KOCHI: The traditional fishermen should be given primary rights over coastal resources on the lines of the Scheduled Tribes and Other Traditional Forest Dwellers (Recognition of Forest Rights) Act, said ecologist-scientist Madhav Gadgil. Sharing his thoughts with Express on the sidelines of a convention on the challenges posed by the Coastal Regulatory Zone (CRZ) notification at Ashir Bhavan in the city on Thursday, he said modernisation of fisheries has only led to depletion of fishing resources world over.
“I have been following the developments in the fisheries sector since 1963. Only the manufacturers of fishing boats and crafts has benefitted from the technological advancement in fisheries. The trawlers have destroyed the breeding grounds of the marine beings. Though there was an initial increase in fish landing, it started declining steadily leading to loss of livelihood to fishermen,” said Gadgil.
He said unbridled industrialisation has destroyed natural resources and caused loss of livelihood to people depending on them. “Governments claim industrialisation creates more job. But the pollution of Vashishti River and Dabhol estuary in Maharashtra is a classic example. The chemical industries located upstream were releasing the effluents into the river and 25 out of the 30 fish species endemic to the region became extinct. While the industries provided job to 11,000 people, 25,000 fishermen lost their livelihood, said Gadgil.
“Economic growth makes only a small section of people wealthy. In this situation, I think it is proper for the communities dependent on natural resources for livelihood to assert their rights. Tourism sector should not be given freedom to deny the rights of the coastal community on the resources,” said Gadgil.
Criticising the decision to reduce the CRZ No Development Zone from 200 m to 50 m and promote tourism facilities in the coastal areas, he said unbridled development in the coastal areas will displace the fishermen and will have catastrophic aftermaths. Global warming will trigger a rise in sea level and allowing construction close to the shore can be dangerous. “This will lead to the depletion of groundwater, contamination of groundwater resources due to intrusion of salt water and accumulation of garbage and sewage along the coastline, apart from loss of livelihood to fishermen.

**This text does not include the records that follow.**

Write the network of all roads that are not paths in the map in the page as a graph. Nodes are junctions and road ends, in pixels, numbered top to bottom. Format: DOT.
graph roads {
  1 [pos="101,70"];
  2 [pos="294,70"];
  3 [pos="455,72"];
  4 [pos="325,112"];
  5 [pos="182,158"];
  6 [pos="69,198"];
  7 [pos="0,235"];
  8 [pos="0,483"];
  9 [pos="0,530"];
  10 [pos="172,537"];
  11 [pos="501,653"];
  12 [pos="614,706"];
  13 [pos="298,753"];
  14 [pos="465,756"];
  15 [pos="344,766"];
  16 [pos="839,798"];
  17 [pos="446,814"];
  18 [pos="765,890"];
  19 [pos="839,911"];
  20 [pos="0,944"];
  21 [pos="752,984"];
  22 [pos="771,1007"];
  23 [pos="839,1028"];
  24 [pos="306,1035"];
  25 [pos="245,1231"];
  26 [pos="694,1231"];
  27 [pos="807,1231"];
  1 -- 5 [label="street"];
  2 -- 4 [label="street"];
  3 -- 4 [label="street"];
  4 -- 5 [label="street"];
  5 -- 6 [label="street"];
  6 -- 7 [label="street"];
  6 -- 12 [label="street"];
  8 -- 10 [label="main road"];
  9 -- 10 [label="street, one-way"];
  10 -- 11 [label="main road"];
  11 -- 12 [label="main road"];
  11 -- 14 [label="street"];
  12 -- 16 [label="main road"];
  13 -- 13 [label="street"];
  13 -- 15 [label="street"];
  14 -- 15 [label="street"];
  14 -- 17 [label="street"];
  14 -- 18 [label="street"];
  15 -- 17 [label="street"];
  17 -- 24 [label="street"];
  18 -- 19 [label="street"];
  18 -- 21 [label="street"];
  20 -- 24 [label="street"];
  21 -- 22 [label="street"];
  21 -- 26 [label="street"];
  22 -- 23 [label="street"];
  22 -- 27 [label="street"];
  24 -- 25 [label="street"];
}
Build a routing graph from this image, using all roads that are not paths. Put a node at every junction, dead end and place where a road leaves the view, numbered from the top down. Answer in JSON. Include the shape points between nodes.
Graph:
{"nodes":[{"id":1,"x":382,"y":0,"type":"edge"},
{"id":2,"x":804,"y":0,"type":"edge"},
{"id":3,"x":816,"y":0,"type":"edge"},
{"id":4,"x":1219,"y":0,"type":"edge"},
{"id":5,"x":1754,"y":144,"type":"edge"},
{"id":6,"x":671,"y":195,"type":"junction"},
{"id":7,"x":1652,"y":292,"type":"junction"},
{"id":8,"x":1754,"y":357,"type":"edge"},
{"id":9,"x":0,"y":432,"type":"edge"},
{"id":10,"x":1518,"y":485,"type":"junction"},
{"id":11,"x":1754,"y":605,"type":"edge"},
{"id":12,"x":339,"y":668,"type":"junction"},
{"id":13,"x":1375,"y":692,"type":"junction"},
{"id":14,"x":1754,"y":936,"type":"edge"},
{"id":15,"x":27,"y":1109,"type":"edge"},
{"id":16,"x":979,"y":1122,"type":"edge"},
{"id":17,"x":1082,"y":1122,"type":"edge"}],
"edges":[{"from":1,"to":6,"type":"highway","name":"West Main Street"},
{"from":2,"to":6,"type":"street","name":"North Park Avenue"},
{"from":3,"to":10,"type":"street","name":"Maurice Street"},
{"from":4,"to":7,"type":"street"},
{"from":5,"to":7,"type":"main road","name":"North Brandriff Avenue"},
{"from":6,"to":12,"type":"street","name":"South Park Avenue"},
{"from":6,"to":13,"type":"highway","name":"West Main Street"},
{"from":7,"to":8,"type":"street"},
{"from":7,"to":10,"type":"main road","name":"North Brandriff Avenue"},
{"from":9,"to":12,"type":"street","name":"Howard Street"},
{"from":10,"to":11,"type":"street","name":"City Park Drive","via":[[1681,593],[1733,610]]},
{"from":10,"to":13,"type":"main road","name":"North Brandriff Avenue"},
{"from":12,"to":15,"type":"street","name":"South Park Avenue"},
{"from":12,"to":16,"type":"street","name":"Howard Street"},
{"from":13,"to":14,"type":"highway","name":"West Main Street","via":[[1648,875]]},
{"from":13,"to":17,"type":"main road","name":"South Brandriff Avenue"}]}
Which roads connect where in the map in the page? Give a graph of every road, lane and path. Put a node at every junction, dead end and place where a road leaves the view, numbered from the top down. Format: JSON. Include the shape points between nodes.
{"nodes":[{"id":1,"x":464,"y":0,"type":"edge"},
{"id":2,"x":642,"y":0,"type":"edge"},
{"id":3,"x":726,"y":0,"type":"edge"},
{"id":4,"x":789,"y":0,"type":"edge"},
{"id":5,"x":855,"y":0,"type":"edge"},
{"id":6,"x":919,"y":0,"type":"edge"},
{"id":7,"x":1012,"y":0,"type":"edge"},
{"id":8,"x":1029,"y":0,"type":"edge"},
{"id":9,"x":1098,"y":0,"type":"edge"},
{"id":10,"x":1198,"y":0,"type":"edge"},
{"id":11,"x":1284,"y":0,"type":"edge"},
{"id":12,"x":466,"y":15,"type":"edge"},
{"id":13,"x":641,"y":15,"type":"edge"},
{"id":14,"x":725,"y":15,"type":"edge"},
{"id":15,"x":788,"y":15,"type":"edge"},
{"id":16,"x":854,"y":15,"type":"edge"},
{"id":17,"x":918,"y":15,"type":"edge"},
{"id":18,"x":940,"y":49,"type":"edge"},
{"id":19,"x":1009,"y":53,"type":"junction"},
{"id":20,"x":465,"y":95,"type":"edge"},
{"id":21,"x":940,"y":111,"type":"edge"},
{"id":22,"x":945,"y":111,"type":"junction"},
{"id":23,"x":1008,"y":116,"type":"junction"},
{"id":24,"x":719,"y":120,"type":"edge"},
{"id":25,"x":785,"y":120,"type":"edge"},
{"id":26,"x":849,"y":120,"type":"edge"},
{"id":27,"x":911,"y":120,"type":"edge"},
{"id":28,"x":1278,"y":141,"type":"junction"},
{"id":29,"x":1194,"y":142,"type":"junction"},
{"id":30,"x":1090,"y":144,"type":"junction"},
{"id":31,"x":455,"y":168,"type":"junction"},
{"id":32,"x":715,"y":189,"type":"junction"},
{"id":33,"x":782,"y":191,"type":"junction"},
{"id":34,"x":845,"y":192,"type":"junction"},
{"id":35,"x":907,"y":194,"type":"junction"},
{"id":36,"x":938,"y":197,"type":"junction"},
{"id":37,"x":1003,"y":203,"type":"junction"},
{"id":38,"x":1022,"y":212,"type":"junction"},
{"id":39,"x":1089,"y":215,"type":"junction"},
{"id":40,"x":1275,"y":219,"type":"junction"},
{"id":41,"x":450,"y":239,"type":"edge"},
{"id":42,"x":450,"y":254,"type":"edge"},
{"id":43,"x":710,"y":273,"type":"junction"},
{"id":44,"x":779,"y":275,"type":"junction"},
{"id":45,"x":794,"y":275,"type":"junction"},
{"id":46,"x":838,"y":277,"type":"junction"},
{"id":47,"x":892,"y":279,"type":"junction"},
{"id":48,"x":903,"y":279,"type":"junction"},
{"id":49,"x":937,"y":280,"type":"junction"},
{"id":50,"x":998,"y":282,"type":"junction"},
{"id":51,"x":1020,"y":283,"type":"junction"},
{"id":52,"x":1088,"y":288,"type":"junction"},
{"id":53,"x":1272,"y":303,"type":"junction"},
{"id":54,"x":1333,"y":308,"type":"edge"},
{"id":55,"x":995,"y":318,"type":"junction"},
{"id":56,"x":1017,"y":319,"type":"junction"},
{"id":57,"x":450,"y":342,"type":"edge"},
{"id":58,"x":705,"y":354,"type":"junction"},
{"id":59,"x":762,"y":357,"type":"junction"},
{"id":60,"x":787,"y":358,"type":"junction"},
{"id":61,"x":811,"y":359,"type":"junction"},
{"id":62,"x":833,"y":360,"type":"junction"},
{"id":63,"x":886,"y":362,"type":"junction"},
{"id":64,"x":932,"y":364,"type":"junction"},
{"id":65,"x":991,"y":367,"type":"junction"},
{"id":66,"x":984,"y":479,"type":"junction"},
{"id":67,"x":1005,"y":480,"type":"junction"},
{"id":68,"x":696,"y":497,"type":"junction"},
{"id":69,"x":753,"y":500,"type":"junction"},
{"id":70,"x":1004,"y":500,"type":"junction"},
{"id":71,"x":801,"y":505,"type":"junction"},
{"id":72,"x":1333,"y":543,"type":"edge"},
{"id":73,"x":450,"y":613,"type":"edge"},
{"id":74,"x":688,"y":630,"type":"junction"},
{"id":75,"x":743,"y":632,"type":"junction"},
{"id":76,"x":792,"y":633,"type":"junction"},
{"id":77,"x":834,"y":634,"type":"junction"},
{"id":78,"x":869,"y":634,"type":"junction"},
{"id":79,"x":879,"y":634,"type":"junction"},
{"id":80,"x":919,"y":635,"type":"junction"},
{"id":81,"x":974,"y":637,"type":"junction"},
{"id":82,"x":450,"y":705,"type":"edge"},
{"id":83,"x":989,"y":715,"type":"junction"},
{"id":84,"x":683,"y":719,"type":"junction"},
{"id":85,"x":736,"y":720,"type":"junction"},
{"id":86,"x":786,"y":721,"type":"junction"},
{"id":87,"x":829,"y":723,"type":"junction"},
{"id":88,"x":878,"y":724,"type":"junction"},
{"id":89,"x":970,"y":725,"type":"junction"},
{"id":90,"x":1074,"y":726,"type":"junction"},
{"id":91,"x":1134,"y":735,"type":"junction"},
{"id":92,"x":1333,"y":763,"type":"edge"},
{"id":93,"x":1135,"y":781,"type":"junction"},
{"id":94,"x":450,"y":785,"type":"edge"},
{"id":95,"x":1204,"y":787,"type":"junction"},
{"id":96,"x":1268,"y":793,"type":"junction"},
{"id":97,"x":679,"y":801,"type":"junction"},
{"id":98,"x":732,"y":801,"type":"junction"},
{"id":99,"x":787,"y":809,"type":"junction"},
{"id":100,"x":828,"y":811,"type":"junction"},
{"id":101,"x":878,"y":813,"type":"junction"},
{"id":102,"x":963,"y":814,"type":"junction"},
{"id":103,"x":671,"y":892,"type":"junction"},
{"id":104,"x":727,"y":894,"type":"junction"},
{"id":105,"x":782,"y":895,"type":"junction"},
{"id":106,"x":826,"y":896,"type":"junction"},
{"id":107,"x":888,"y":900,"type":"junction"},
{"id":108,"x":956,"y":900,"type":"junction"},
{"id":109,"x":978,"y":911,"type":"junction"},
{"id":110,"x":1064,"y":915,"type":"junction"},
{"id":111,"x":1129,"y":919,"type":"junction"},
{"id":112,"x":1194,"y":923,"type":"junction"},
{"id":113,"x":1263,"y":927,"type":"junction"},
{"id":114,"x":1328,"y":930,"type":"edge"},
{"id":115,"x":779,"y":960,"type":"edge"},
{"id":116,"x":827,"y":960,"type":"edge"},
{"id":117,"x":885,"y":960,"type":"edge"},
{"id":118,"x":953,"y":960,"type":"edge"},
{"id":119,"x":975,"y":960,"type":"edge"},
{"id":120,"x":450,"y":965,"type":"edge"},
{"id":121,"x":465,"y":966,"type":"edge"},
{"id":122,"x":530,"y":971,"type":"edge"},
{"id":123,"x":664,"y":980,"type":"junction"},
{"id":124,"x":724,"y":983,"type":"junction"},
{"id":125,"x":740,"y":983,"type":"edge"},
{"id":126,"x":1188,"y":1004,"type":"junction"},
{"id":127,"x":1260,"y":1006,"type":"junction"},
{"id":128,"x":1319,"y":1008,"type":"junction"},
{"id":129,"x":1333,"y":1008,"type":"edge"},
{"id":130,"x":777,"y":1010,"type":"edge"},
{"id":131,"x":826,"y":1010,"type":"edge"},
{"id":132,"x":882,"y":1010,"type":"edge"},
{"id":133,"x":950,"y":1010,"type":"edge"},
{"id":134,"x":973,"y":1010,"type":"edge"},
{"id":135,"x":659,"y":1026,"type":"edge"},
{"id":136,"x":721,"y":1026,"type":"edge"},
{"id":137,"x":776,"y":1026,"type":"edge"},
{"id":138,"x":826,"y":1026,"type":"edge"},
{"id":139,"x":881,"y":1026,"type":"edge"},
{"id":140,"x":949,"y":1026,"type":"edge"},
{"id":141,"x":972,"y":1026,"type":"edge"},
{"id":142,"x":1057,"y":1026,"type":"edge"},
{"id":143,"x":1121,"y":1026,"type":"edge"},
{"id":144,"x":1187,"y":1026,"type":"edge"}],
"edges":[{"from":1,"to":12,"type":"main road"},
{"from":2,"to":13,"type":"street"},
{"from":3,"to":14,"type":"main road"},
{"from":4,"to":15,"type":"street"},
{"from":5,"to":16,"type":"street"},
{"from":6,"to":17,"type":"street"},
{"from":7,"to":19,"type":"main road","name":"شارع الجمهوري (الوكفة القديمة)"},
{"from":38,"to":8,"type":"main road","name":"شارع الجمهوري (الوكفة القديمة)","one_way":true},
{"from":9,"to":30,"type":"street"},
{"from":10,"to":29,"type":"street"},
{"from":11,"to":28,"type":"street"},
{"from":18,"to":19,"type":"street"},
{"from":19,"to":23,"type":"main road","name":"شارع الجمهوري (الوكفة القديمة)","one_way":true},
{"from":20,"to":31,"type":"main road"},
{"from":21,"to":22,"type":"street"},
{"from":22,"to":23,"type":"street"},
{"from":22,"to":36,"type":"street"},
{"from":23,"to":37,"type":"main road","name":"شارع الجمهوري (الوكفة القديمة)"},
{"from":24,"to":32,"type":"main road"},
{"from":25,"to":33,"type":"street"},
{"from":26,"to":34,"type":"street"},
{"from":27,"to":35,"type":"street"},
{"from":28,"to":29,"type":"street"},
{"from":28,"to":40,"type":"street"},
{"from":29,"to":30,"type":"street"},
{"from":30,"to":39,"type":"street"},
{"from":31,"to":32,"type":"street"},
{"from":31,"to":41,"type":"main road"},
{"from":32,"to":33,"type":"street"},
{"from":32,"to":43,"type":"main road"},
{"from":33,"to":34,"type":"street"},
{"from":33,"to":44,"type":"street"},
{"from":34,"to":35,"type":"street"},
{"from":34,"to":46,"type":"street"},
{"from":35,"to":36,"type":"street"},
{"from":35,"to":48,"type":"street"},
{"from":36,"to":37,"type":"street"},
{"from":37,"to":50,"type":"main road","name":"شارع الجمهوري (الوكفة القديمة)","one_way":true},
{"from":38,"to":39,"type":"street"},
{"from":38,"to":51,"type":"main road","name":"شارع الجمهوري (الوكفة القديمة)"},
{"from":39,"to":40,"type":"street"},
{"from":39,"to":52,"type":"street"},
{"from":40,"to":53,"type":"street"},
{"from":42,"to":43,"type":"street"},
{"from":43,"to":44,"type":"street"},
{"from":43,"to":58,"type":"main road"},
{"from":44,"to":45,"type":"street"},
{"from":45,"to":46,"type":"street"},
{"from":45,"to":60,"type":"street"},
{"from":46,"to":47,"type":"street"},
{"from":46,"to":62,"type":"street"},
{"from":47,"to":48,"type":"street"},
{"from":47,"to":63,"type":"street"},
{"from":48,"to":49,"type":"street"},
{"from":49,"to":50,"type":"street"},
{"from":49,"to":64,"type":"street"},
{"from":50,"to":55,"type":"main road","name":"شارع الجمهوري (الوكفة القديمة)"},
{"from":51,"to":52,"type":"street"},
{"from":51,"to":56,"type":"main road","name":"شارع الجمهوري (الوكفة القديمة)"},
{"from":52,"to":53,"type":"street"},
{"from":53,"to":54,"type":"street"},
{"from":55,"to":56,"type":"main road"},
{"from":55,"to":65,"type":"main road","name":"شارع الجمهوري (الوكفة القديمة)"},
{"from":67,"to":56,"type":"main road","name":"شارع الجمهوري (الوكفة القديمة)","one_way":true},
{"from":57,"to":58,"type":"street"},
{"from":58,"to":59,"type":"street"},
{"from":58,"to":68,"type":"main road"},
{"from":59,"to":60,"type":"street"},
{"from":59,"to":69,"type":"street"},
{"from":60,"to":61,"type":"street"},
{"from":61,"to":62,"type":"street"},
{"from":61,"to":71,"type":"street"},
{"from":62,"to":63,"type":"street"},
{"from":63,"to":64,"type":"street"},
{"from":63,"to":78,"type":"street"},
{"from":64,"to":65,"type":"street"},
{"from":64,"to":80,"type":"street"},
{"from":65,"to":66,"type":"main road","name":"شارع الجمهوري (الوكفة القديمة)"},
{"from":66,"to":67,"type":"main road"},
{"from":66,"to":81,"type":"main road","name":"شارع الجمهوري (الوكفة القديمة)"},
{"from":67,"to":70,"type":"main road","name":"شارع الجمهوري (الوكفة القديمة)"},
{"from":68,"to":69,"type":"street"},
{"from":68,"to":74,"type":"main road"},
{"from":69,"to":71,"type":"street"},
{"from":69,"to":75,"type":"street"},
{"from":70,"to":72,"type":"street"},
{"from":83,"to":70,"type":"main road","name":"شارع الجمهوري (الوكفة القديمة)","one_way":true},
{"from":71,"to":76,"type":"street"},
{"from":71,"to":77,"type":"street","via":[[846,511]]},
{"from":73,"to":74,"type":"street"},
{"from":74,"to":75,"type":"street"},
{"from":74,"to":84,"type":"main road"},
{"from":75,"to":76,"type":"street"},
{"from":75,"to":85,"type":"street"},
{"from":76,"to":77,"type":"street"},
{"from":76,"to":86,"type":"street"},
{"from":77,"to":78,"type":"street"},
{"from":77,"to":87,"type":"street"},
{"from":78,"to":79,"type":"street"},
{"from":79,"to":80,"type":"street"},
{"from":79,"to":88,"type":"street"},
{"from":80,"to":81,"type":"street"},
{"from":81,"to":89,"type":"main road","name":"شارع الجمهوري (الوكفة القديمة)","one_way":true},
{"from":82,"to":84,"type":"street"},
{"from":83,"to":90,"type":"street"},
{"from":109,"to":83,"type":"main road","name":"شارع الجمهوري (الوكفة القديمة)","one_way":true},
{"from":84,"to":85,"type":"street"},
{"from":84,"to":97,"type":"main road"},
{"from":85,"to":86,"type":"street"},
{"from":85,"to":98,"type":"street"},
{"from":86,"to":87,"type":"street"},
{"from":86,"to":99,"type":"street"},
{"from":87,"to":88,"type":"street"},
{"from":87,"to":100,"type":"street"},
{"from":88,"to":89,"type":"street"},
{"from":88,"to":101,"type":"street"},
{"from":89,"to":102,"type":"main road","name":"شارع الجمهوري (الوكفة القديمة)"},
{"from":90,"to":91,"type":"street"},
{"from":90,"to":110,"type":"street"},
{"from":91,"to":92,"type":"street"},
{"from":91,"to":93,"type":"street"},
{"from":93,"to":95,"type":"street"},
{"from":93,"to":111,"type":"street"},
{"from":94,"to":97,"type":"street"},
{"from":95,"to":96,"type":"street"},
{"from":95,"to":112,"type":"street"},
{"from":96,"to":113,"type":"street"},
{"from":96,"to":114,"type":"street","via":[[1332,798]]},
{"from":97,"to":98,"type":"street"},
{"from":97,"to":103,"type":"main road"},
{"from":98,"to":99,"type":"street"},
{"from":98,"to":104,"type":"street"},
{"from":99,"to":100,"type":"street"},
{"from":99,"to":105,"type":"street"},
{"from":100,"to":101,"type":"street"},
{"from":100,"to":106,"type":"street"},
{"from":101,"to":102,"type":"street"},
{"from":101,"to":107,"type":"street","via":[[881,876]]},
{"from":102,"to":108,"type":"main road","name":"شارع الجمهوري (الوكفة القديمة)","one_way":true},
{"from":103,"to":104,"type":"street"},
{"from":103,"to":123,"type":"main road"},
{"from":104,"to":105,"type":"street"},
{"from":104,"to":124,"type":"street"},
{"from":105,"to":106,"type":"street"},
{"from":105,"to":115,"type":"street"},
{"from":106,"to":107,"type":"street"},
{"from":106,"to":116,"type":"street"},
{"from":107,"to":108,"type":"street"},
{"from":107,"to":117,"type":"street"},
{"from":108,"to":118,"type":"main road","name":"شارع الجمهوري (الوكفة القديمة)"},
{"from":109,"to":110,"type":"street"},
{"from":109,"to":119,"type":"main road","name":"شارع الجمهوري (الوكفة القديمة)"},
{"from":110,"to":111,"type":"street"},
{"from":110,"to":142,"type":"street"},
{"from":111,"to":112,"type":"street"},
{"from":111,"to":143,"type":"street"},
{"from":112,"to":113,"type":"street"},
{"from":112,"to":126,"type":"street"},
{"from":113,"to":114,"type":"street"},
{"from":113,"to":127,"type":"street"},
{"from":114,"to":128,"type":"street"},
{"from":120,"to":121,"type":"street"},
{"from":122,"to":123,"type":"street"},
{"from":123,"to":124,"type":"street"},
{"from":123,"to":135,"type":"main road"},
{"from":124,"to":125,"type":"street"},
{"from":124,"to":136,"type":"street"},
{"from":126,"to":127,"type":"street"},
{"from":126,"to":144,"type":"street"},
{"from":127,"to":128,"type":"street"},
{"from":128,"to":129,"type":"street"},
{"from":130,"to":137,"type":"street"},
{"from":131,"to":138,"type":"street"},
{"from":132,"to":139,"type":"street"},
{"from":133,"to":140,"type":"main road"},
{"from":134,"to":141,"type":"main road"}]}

“If the fishermen are given primary right over coastal resources, they will ensure sustainable development. The Forest Rights Act is a classic example. The tribals harvest forest resources judiciously and manage the forest in a sustainable way,” said Gadgil.Criticising the Kerala Government’s refusal to stop sand mining at Alappad in Kollam district, he said, “It is unfortunate the Communists have become part of the same system of supporting the interests of the wealthy in the name of development. The ideology they profess is not operational on the ground”.
Madhav Gadgil, who authored the landmark report on conservation of Western Ghats, also said political parties should not field candidates who face allegations of encroachment. According to a report around 30 per cent of our MPs have criminal background. Unfortunately, political parties are increasingly dependent on muscle power and money power. This is brazen shameless behaviour, he said.